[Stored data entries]

▼▼▼

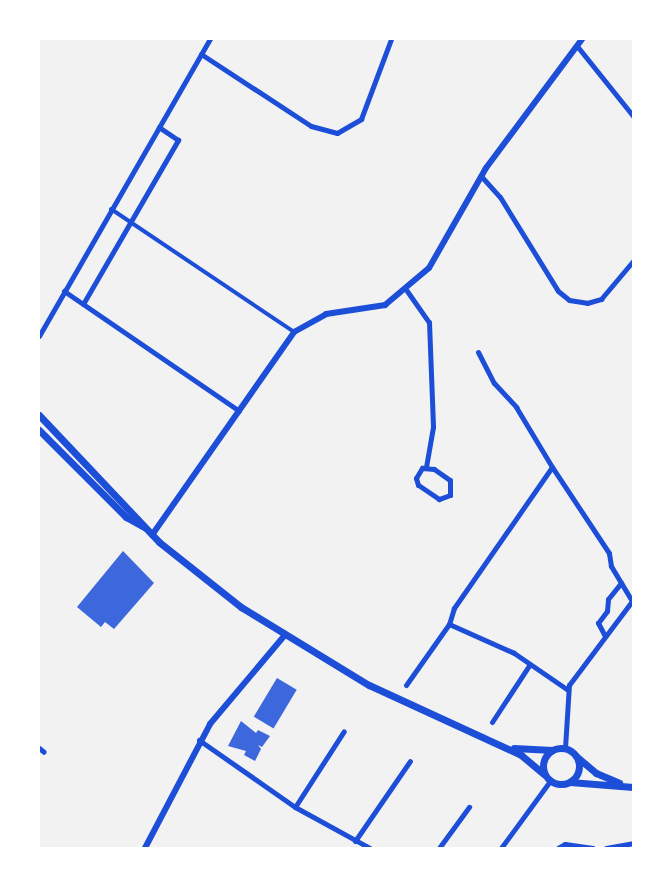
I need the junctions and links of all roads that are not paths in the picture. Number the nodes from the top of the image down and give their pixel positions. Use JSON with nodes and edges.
{"nodes":[{"id":1,"x":210,"y":39,"type":"edge"},
{"id":2,"x":391,"y":39,"type":"edge"},
{"id":3,"x":582,"y":39,"type":"edge"},
{"id":4,"x":576,"y":46,"type":"junction"},
{"id":5,"x":201,"y":54,"type":"junction"},
{"id":6,"x":633,"y":116,"type":"edge"},
{"id":7,"x":159,"y":127,"type":"junction"},
{"id":8,"x":481,"y":176,"type":"junction"},
{"id":9,"x":112,"y":208,"type":"junction"},
{"id":10,"x":131,"y":222,"type":"junction"},
{"id":11,"x":633,"y":261,"type":"edge"},
{"id":12,"x":64,"y":291,"type":"junction"},
{"id":13,"x":407,"y":291,"type":"junction"},
{"id":14,"x":82,"y":304,"type":"junction"},
{"id":15,"x":294,"y":332,"type":"junction"},
{"id":16,"x":39,"y":336,"type":"edge"},
{"id":17,"x":478,"y":352,"type":"dead end"},
{"id":18,"x":239,"y":411,"type":"junction"},
{"id":19,"x":39,"y":415,"type":"edge"},
{"id":20,"x":39,"y":430,"type":"edge"},
{"id":21,"x":426,"y":467,"type":"junction"},
{"id":22,"x":552,"y":467,"type":"junction"},
{"id":23,"x":144,"y":527,"type":"junction"},
{"id":24,"x":152,"y":535,"type":"junction"},
{"id":25,"x":621,"y":583,"type":"junction"},
{"id":26,"x":633,"y":602,"type":"edge"},
{"id":27,"x":449,"y":624,"type":"junction"},
{"id":28,"x":284,"y":636,"type":"junction"},
{"id":29,"x":604,"y":636,"type":"junction"},
{"id":30,"x":530,"y":664,"type":"junction"},
{"id":31,"x":406,"y":685,"type":"dead end"},
{"id":32,"x":568,"y":690,"type":"junction"},
{"id":33,"x":492,"y":722,"type":"dead end"},
{"id":34,"x":344,"y":731,"type":"dead end"},
{"id":35,"x":200,"y":740,"type":"junction"},
{"id":36,"x":504,"y":746,"type":"junction"},
{"id":37,"x":39,"y":748,"type":"edge"},
{"id":38,"x":565,"y":748,"type":"junction"},
{"id":39,"x":552,"y":750,"type":"junction"},
{"id":40,"x":44,"y":752,"type":"dead end"},
{"id":41,"x":577,"y":757,"type":"junction"},
{"id":42,"x":410,"y":761,"type":"dead end"},
{"id":43,"x":544,"y":774,"type":"junction"},
{"id":44,"x":550,"y":781,"type":"junction"},
{"id":45,"x":570,"y":782,"type":"junction"},
{"id":46,"x":625,"y":786,"type":"junction"},
{"id":47,"x":633,"y":787,"type":"edge"},
{"id":48,"x":295,"y":807,"type":"junction"},
{"id":49,"x":469,"y":807,"type":"dead end"},
{"id":50,"x":355,"y":841,"type":"junction"},
{"id":51,"x":633,"y":843,"type":"edge"},
{"id":52,"x":145,"y":848,"type":"edge"},
{"id":53,"x":370,"y":848,"type":"edge"},
{"id":54,"x":439,"y":848,"type":"edge"},
{"id":55,"x":501,"y":848,"type":"edge"},
{"id":56,"x":558,"y":848,"type":"edge"},
{"id":57,"x":593,"y":848,"type":"edge"},
{"id":58,"x":606,"y":848,"type":"edge"}],
"edges":[{"from":1,"to":5,"type":"street"},
{"from":2,"to":5,"type":"street"},
{"from":3,"to":4,"type":"street"},
{"from":4,"to":6,"type":"street"},
{"from":4,"to":8,"type":"street"},
{"from":5,"to":7,"type":"street"},
{"from":7,"to":9,"type":"street"},
{"from":7,"to":10,"type":"street"},
{"from":8,"to":11,"type":"street"},
{"from":8,"to":13,"type":"street"},
{"from":9,"to":10,"type":"street"},
{"from":9,"to":12,"type":"street"},
{"from":10,"to":14,"type":"street"},
{"from":10,"to":15,"type":"street"},
{"from":12,"to":14,"type":"street"},
{"from":12,"to":16,"type":"street"},
{"from":13,"to":15,"type":"street"},
{"from":13,"to":21,"type":"street"},
{"from":14,"to":18,"type":"street"},
{"from":15,"to":18,"type":"street"},
{"from":17,"to":22,"type":"street"},
{"from":18,"to":24,"type":"street"},
{"from":19,"to":23,"type":"main road"},
{"from":20,"to":23,"type":"main road"},
{"from":21,"to":21,"type":"street"},
{"from":22,"to":25,"type":"street"},
{"from":22,"to":27,"type":"street"},
{"from":23,"to":24,"type":"main road"},
{"from":24,"to":28,"type":"main road"},
{"from":25,"to":26,"type":"street"},
{"from":25,"to":29,"type":"street"},
{"from":26,"to":29,"type":"street"},
{"from":27,"to":30,"type":"street"},
{"from":27,"to":31,"type":"street"},
{"from":28,"to":35,"type":"street"},
{"from":28,"to":36,"type":"main road"},
{"from":29,"to":32,"type":"street"},
{"from":30,"to":32,"type":"street"},
{"from":30,"to":33,"type":"street"},
{"from":32,"to":38,"type":"street"},
{"from":34,"to":48,"type":"street"},
{"from":35,"to":48,"type":"street"},
{"from":35,"to":52,"type":"street"},
{"from":36,"to":39,"type":"main road"},
{"from":36,"to":43,"type":"main road"},
{"from":37,"to":40,"type":"street"},
{"from":38,"to":39,"type":"main road"},
{"from":38,"to":41,"type":"main road"},
{"from":39,"to":43,"type":"main road"},
{"from":41,"to":45,"type":"main road"},
{"from":41,"to":46,"type":"main road"},
{"from":42,"to":50,"type":"street"},
{"from":43,"to":44,"type":"main road"},
{"from":44,"to":45,"type":"main road"},
{"from":44,"to":55,"type":"street"},
{"from":45,"to":46,"type":"main road"},
{"from":46,"to":47,"type":"main road"},
{"from":48,"to":50,"type":"street"},
{"from":49,"to":54,"type":"street"},
{"from":50,"to":53,"type":"street"},
{"from":51,"to":58,"type":"street"},
{"from":56,"to":57,"type":"street"}]}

▲▲▲

• **PROBLEM DETAILS**
Output every record above exactly as written, but skip the pictures.

• **TASK SOLUTION**
I need the junctions and links of all roads that are not paths in the picture. Number the nodes from the top of the image down and give their pixel positions. Use JSON with nodes and edges.
{"nodes":[{"id":1,"x":210,"y":39,"type":"edge"},
{"id":2,"x":391,"y":39,"type":"edge"},
{"id":3,"x":582,"y":39,"type":"edge"},
{"id":4,"x":576,"y":46,"type":"junction"},
{"id":5,"x":201,"y":54,"type":"junction"},
{"id":6,"x":633,"y":116,"type":"edge"},
{"id":7,"x":159,"y":127,"type":"junction"},
{"id":8,"x":481,"y":176,"type":"junction"},
{"id":9,"x":112,"y":208,"type":"junction"},
{"id":10,"x":131,"y":222,"type":"junction"},
{"id":11,"x":633,"y":261,"type":"edge"},
{"id":12,"x":64,"y":291,"type":"junction"},
{"id":13,"x":407,"y":291,"type":"junction"},
{"id":14,"x":82,"y":304,"type":"junction"},
{"id":15,"x":294,"y":332,"type":"junction"},
{"id":16,"x":39,"y":336,"type":"edge"},
{"id":17,"x":478,"y":352,"type":"dead end"},
{"id":18,"x":239,"y":411,"type":"junction"},
{"id":19,"x":39,"y":415,"type":"edge"},
{"id":20,"x":39,"y":430,"type":"edge"},
{"id":21,"x":426,"y":467,"type":"junction"},
{"id":22,"x":552,"y":467,"type":"junction"},
{"id":23,"x":144,"y":527,"type":"junction"},
{"id":24,"x":152,"y":535,"type":"junction"},
{"id":25,"x":621,"y":583,"type":"junction"},
{"id":26,"x":633,"y":602,"type":"edge"},
{"id":27,"x":449,"y":624,"type":"junction"},
{"id":28,"x":284,"y":636,"type":"junction"},
{"id":29,"x":604,"y":636,"type":"junction"},
{"id":30,"x":530,"y":664,"type":"junction"},
{"id":31,"x":406,"y":685,"type":"dead end"},
{"id":32,"x":568,"y":690,"type":"junction"},
{"id":33,"x":492,"y":722,"type":"dead end"},
{"id":34,"x":344,"y":731,"type":"dead end"},
{"id":35,"x":200,"y":740,"type":"junction"},
{"id":36,"x":504,"y":746,"type":"junction"},
{"id":37,"x":39,"y":748,"type":"edge"},
{"id":38,"x":565,"y":748,"type":"junction"},
{"id":39,"x":552,"y":750,"type":"junction"},
{"id":40,"x":44,"y":752,"type":"dead end"},
{"id":41,"x":577,"y":757,"type":"junction"},
{"id":42,"x":410,"y":761,"type":"dead end"},
{"id":43,"x":544,"y":774,"type":"junction"},
{"id":44,"x":550,"y":781,"type":"junction"},
{"id":45,"x":570,"y":782,"type":"junction"},
{"id":46,"x":625,"y":786,"type":"junction"},
{"id":47,"x":633,"y":787,"type":"edge"},
{"id":48,"x":295,"y":807,"type":"junction"},
{"id":49,"x":469,"y":807,"type":"dead end"},
{"id":50,"x":355,"y":841,"type":"junction"},
{"id":51,"x":633,"y":843,"type":"edge"},
{"id":52,"x":145,"y":848,"type":"edge"},
{"id":53,"x":370,"y":848,"type":"edge"},
{"id":54,"x":439,"y":848,"type":"edge"},
{"id":55,"x":501,"y":848,"type":"edge"},
{"id":56,"x":558,"y":848,"type":"edge"},
{"id":57,"x":593,"y":848,"type":"edge"},
{"id":58,"x":606,"y":848,"type":"edge"}],
"edges":[{"from":1,"to":5,"type":"street"},
{"from":2,"to":5,"type":"street"},
{"from":3,"to":4,"type":"street"},
{"from":4,"to":6,"type":"street"},
{"from":4,"to":8,"type":"street"},
{"from":5,"to":7,"type":"street"},
{"from":7,"to":9,"type":"street"},
{"from":7,"to":10,"type":"street"},
{"from":8,"to":11,"type":"street"},
{"from":8,"to":13,"type":"street"},
{"from":9,"to":10,"type":"street"},
{"from":9,"to":12,"type":"street"},
{"from":10,"to":14,"type":"street"},
{"from":10,"to":15,"type":"street"},
{"from":12,"to":14,"type":"street"},
{"from":12,"to":16,"type":"street"},
{"from":13,"to":15,"type":"street"},
{"from":13,"to":21,"type":"street"},
{"from":14,"to":18,"type":"street"},
{"from":15,"to":18,"type":"street"},
{"from":17,"to":22,"type":"street"},
{"from":18,"to":24,"type":"street"},
{"from":19,"to":23,"type":"main road"},
{"from":20,"to":23,"type":"main road"},
{"from":21,"to":21,"type":"street"},
{"from":22,"to":25,"type":"street"},
{"from":22,"to":27,"type":"street"},
{"from":23,"to":24,"type":"main road"},
{"from":24,"to":28,"type":"main road"},
{"from":25,"to":26,"type":"street"},
{"from":25,"to":29,"type":"street"},
{"from":26,"to":29,"type":"street"},
{"from":27,"to":30,"type":"street"},
{"from":27,"to":31,"type":"street"},
{"from":28,"to":35,"type":"street"},
{"from":28,"to":36,"type":"main road"},
{"from":29,"to":32,"type":"street"},
{"from":30,"to":32,"type":"street"},
{"from":30,"to":33,"type":"street"},
{"from":32,"to":38,"type":"street"},
{"from":34,"to":48,"type":"street"},
{"from":35,"to":48,"type":"street"},
{"from":35,"to":52,"type":"street"},
{"from":36,"to":39,"type":"main road"},
{"from":36,"to":43,"type":"main road"},
{"from":37,"to":40,"type":"street"},
{"from":38,"to":39,"type":"main road"},
{"from":38,"to":41,"type":"main road"},
{"from":39,"to":43,"type":"main road"},
{"from":41,"to":45,"type":"main road"},
{"from":41,"to":46,"type":"main road"},
{"from":42,"to":50,"type":"street"},
{"from":43,"to":44,"type":"main road"},
{"from":44,"to":45,"type":"main road"},
{"from":44,"to":55,"type":"street"},
{"from":45,"to":46,"type":"main road"},
{"from":46,"to":47,"type":"main road"},
{"from":48,"to":50,"type":"street"},
{"from":49,"to":54,"type":"street"},
{"from":50,"to":53,"type":"street"},
{"from":51,"to":58,"type":"street"},
{"from":56,"to":57,"type":"street"}]}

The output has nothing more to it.